Ирина замолчала. И странно, только теперь я почувствовал, услышал, как звучит её голос.
– Мне надо на завод, – проговорила Ирина. – Если хотите, поедем вместе. Мы там коммуной живём. Лида тоже была с нами…
– Поедем, – согласился я.
…«Поедем» осталось от мирного времени. Мы шли пешком через весь город. Было поздно, когда мы подошли к заводу.
– Вы подождите, я сейчас организую пропуск.
Она ушла, и я остался один у проходной будки.
Передо мной был огромный, неестественно тихий завод. Я не слышал обычных для металлургического производства шумов: ни визга вагонеток на подъездных путях, ни грохота в цехах, – было тихо, будто завод спал.
Вскоре с пропуском вернулась Ирина.
Мы вышли на заводской двор. Было так темно, что в двух шагах от себя я уже ничего не мог различить.
– Мы пройдём через цех, – сказала она из темноты. – Осторожнее, голову!
Сначала мы свернули в какой-то проход, где было совершенно темно, потом вышли в коридор, и я внезапно зажмурил глаза от яркого света. Прямо передо мной, в огромном высоком цехе, прокатывали сталь. Бело-красная лента металла ныряла под валки, появлялась с другого конца, где её клещами подхватывали человек десять рабочих, и снова ныряла обратно. Мне уже давно не приходилось бывать в прокатных цехах, и неожиданное зрелище расплавленного металла, фонтанов искр и двигающихся кранов ошеломило меня. В цехе, видимо, шла напряжённая работа, но рабочих было немного.

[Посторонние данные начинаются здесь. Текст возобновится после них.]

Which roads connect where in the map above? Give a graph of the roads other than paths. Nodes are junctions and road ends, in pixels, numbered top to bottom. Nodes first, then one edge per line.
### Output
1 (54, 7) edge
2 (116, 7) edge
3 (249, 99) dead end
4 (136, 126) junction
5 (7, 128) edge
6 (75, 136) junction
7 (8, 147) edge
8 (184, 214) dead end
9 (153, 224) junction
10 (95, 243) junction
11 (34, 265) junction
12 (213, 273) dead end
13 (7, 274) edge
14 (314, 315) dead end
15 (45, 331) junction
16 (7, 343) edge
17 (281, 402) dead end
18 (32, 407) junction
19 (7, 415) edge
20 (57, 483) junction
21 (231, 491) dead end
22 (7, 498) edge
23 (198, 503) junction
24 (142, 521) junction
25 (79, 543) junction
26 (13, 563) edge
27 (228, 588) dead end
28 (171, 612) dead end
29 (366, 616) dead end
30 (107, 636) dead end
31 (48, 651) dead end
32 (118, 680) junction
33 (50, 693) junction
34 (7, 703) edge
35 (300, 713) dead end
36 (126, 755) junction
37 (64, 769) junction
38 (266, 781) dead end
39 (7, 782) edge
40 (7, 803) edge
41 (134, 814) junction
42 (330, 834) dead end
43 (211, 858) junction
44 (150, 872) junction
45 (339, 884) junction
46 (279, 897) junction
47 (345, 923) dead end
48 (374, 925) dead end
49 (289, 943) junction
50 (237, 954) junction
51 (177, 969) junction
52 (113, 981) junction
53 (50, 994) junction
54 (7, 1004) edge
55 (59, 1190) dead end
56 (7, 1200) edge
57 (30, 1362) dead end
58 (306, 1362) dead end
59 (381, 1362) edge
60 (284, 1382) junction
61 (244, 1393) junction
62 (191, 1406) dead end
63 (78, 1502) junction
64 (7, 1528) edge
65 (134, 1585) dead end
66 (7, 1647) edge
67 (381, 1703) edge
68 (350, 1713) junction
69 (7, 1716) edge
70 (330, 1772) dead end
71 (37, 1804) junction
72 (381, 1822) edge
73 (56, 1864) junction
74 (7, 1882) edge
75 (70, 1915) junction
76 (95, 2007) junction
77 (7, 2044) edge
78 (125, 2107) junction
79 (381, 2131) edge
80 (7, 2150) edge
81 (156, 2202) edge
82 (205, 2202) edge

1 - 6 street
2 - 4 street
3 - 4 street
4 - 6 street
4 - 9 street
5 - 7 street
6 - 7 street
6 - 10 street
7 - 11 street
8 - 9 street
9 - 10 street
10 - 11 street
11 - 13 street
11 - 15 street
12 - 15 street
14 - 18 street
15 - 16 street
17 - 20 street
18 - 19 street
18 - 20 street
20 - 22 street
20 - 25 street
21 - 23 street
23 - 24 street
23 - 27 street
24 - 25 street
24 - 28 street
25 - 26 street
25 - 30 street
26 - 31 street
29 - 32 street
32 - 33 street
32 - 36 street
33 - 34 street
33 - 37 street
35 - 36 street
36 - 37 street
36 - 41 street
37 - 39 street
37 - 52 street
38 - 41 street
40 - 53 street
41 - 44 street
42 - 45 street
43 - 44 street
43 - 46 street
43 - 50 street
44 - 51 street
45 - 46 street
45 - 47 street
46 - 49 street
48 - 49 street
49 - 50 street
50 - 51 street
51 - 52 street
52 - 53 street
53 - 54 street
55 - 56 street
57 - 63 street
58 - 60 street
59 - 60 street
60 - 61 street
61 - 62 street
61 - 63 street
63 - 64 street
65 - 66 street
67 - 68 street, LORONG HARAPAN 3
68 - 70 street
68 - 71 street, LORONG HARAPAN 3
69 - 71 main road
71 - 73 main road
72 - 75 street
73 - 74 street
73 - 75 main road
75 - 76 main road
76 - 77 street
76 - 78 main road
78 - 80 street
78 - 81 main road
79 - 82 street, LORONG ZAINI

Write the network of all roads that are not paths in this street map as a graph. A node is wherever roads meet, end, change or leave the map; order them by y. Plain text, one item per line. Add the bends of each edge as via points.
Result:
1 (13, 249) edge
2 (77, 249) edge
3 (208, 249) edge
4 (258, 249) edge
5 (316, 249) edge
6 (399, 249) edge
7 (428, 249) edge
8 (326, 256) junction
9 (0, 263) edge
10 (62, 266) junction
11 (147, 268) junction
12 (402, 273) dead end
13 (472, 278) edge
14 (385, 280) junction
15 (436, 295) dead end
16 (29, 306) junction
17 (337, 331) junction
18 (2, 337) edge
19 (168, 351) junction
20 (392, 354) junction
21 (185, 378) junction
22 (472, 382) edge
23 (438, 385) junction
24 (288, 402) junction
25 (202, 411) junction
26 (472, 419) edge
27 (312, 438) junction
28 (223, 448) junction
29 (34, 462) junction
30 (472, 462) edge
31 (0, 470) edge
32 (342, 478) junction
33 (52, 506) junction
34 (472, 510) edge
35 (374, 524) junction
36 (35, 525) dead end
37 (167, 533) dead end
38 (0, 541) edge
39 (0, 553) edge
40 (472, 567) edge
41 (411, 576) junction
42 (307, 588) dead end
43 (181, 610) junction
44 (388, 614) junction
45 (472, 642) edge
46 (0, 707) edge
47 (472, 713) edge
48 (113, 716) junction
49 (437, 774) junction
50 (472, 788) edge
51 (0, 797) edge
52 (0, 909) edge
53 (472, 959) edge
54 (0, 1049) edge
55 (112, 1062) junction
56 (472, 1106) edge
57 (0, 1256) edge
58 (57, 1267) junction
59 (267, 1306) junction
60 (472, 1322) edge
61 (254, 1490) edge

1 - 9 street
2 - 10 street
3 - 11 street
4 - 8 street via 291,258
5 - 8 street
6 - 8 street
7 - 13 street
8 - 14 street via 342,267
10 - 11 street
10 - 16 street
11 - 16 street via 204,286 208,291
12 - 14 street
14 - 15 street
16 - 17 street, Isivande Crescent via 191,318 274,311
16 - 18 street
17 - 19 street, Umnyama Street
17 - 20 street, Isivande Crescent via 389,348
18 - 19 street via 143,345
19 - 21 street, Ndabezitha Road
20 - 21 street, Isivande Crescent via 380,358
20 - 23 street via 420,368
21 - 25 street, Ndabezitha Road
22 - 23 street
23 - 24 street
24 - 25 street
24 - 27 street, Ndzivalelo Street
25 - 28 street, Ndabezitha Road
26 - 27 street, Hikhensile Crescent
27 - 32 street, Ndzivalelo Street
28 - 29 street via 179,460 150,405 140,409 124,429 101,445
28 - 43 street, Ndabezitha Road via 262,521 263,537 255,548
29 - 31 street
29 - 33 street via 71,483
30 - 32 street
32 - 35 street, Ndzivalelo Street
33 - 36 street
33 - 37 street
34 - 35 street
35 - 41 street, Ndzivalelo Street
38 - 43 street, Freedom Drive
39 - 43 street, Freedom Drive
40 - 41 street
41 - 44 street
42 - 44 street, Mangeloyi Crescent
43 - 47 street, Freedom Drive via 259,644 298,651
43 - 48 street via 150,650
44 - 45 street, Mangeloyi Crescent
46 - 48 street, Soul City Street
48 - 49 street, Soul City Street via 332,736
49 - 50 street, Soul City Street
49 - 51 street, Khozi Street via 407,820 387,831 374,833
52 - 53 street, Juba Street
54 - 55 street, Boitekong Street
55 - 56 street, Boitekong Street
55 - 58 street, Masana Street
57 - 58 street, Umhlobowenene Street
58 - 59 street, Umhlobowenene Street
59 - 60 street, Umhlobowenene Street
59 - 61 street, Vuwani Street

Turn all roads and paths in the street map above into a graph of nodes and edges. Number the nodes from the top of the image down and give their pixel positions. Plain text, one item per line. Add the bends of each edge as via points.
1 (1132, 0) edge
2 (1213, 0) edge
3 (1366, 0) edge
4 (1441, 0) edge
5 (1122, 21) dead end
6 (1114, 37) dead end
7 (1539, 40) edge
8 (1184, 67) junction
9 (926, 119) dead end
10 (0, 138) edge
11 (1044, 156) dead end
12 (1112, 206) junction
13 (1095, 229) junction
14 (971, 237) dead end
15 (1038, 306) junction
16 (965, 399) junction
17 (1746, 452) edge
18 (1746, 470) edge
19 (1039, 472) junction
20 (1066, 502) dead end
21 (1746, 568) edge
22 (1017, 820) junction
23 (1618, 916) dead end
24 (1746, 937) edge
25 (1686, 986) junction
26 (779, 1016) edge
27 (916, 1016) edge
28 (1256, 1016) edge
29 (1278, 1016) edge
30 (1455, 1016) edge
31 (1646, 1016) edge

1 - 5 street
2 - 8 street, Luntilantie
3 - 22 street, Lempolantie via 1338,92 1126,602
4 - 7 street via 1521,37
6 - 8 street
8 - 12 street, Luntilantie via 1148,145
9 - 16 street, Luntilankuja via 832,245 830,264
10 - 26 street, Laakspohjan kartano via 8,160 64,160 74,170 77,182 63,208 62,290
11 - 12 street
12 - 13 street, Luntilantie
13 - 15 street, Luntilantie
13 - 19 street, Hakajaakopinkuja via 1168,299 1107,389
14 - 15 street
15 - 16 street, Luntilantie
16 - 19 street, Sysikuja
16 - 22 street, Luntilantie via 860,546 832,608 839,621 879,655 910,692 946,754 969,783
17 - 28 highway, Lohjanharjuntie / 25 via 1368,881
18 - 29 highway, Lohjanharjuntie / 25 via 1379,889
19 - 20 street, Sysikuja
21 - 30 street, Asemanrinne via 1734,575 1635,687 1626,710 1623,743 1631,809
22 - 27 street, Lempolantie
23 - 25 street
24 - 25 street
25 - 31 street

– Подождите минуту, – сказала Ирина.
Я видел, как она подошла к нагревательным печам и двое рабочих дотронулись до кепок при её приближении. Она что-то говорила им, показывая на печь. Затем она вернулась ко мне и сказала:
– Ну, пошли.
Проходя по цеху, я увидел в полу какие-то люки, прикрытые металлическими плитами.
– Что это? – спросил я Ирину.
– Блиндажи, – ответила она. – Я вам о них говорила.
Мы миновали цех и по узкому проходу спустились в подвальное помещение. В большой квадратной комнате вдоль стен стояли кровати. В дальнем углу висел противоипритный костюм. Рукава его были раскинуты. Он походил на распятого человека. Посредине стоял стол и топилась железная печь. Около неё на корточках сидела девушка в гимнастёрке с расстёгнутым воротом. Она смотрела на горящие поленья, и огоньки бегали в её зрачках. Она встала, когда мы вошли.
– Здравствуй, Лёля, – сказала Ирина, – мы сегодня ещё не виделись. Познакомься: это товарищ с Волховского фронта.
Лёля протянула мне руку и, когда я пожал её, тряхнула головой:
– Лёля.
…Мы сидели на кровати втроём: Лёля, Ирина и я, на других кроватях сидели девушки – бойцы противовоздушной обороны, пришедшие после своей смены. В котелке на печке кипел кофе – мутная бледно-коричневая жидкость. На столе были сложены порции хлеба – двенадцать маленьких ломтиков, и одна из девушек резала эти ломтики на ещё более маленькие и клала на раскалённую печь. Пахло горелым хлебом. Потом откуда-то появились табуретки, и все сели к столу. Девушка, которая поджаривала хлеб, разлила кофе в металлические кружки и раздала всем по ломтику. Я тоже получил кружку и кусочек обжигающего пальцы хлеба.
Ирина сидела рядом со мной. И мне почему-то вдруг захотелось, чтоб она улыбнулась. За всё время, проведённое вместе с ней, я не только не слышал её смеха, который так не любил раньше, – я не видел её улыбки. Мне хотелось, чтобы она улыбнулась именно сейчас, в этой комнате, когда топится печка, и дымятся горячие кружки, и хлеб обжигает пальцы. Я уже готов был сказать ей об этом, но в это время Ирина обратилась к девушкам:
– Ну вот, сейчас мы поужинаем, а потом расскажем товарищу о Лиде. Расскажем, как она жила здесь. Он очень хотел её увидеть, а вот не пришлось…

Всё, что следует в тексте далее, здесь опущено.